No Need to Worry about Short Run Surging Inflation in Vietnam, WB Says

Diep Nguyen

10:55 03/07/2019

BizLIVE -

Nevertheless, modest inflationary pressures have emerged, due to the aforementioned hike in the power tariff and fuel prices as well as to a planned increase in administrative prices for healthcare and education.

No Need to Worry about Short Run Surging Inflation in Vietnam, WB Says

Photo: Bloomberg

Despite a recent uptick in headline inflation, price pressures are expected to remain subdued in the short run. Vietnam’s consumer price index has ticked up slightly in the first five months of 2019, driven by hikes in administered prices (for electricity and fuel). 
The headline CPI rose by 2.9 percent (y/y) in May 2019, up slightly from 2.6 percent in January 2019, and is attributed to moderate food price increases. Over the same period, core inflation ticked up slightly to 1.9 percent from 1.7 percent in December 2018, still below 2 percent, as has been the case since June 2015. 
Nevertheless, modest inflationary pressures have emerged, due to the aforementioned hike in the power tariff and fuel prices as well as to a planned increase in administrative prices for healthcare and education. 
Despite moderate inflation, the State Bank of Vietnam maintained a prudent monetary policy stance to support its twin goals of sustaining macroeconomic stability and supporting overall economic growth. 
The targets include achieving GDP growth of 6.6-6.8 percent, maintaining CPI inflation below 4 percent, and reaching a credit growth rate of 14 percent.
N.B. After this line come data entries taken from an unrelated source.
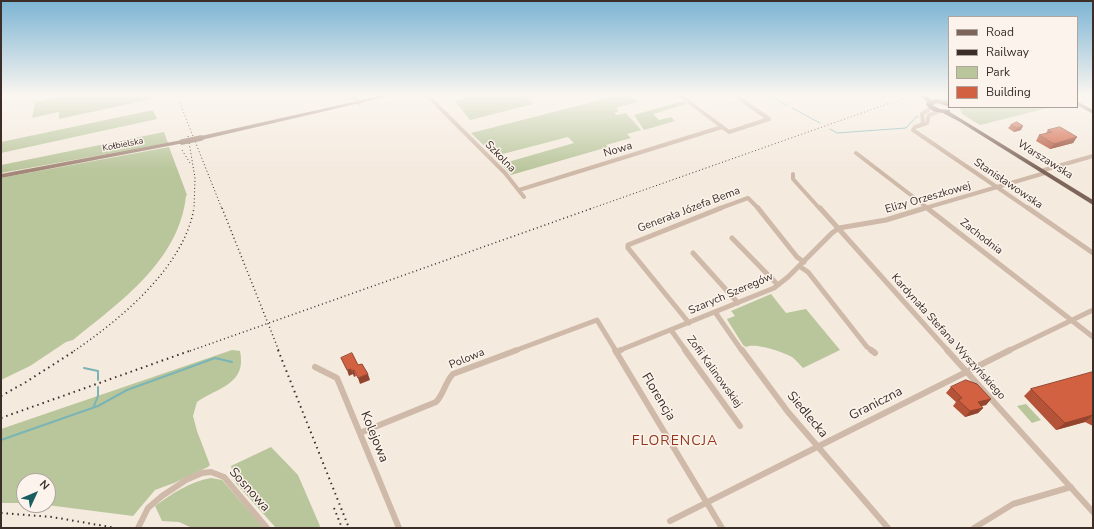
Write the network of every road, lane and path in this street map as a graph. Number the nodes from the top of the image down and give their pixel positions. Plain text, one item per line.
1 (279, 121) edge
2 (452, 121) edge
3 (713, 121) edge
4 (764, 121) edge
5 (923, 121) edge
6 (928, 121) edge
7 (961, 121) edge
8 (965, 121) edge
9 (921, 125) junction
10 (722, 127) junction
11 (856, 152) dead end
12 (1093, 156) edge
13 (1043, 170) junction
14 (793, 174) dead end
15 (1, 176) edge
16 (997, 188) junction
17 (519, 190) junction
18 (524, 197) dead end
19 (1093, 201) edge
20 (927, 208) junction
21 (838, 230) junction
22 (732, 238) dead end
23 (693, 253) dead end
24 (1093, 253) edge
25 (804, 262) junction
26 (799, 266) junction
27 (778, 285) junction
28 (738, 303) junction
29 (1093, 310) edge
30 (715, 312) junction
31 (597, 320) joint
32 (1072, 321) junction
33 (689, 322) junction
34 (671, 330) junction
35 (1093, 337) edge
36 (616, 352) junction
37 (875, 353) dead end
38 (314, 366) dead end
39 (967, 372) junction
40 (740, 426) dead end
41 (360, 433) junction
42 (818, 447) junction
43 (1071, 488) junction
44 (707, 504) junction
45 (1093, 512) edge
46 (670, 521) dead end
47 (138, 528) edge
48 (268, 528) edge
49 (399, 528) edge
50 (722, 528) edge
51 (888, 528) edge
52 (974, 528) edge

1 - 15 street, Kołbielska, bridge
2 - 17 street, Szkolna
3 - 10 street
4 - 10 street
5 - 9 street
6 - 9 street
7 - 13 main road, Warszawska
8 - 13 main road, Warszawska
9 - 16 street, Stanisławowska
10 - 17 street, Nowa
11 - 20 street, Zachodnia
12 - 13 street, Elizy Orzeszkowej
13 - 16 street, Elizy Orzeszkowej
13 - 19 main road, Warszawska
14 - 21 street, Kardynała Stefana Wyszyńskiego
16 - 20 street, Elizy Orzeszkowej
16 - 24 street, Stanisławowska
17 - 18 street, Szkolna
20 - 21 street, Elizy Orzeszkowej
20 - 32 street, Zachodnia
21 - 25 street, Szarych Szeregów
21 - 39 street, Kardynała Stefana Wyszyńskiego
22 - 27 street
23 - 28 street
25 - 26 street, Szarych Szeregów
25 - 33 street, Generała Józefa Bema
26 - 27 street, Szarych Szeregów
26 - 37 street
27 - 28 street, Szarych Szeregów
28 - 30 street, Szarych Szeregów
29 - 32 street, Graniczna
30 - 33 street, Szarych Szeregów
30 - 42 street, Siedlecka
31 - 36 street, Florencja
31 - 41 street, Polowa
32 - 35 street, Zachodnia
32 - 39 street, Graniczna
33 - 34 street, Szarych Szeregów
34 - 36 street, Szarych Szeregów
34 - 40 street, Zofii Kalinowskiej
36 - 44 street, Florencja
38 - 41 street, Kolejowa
39 - 42 street, Graniczna
39 - 43 street, Kardynała Stefana Wyszyńskiego
41 - 49 street, Kolejowa
42 - 44 street, Graniczna
42 - 51 street, Siedlecka
43 - 45 street, Kardynała Stefana Wyszyńskiego
43 - 52 street
44 - 46 street, Graniczna
44 - 50 street, Florencja
47 - 48 street, Sosnowa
Monetary policy became somewhat more restrictive in 2018, when the State Bank of Vietnam (i) lowered the credit growth target across the banking system; (ii) set a credit ceiling growth for individual commercial banks; (iii) constrained real estate lending by imposing higher risk weights; (iv) limited short-term funding for long-term lending; and, (v) contained consumer lending by introducing the cap on the share of cash loans as well as prohibiting further lending to clients with a bad credit history. 
As a result, credit growth has slowed to about 13 percent (y/y) in March 2019 compared with the annual target of 14 percent (figure I.14). In addition, less buoyant credit activity in the 2018 and first months of 2019 is partly hampered by growing risk aversion among banks that remain saddled with outstanding non-performing loans.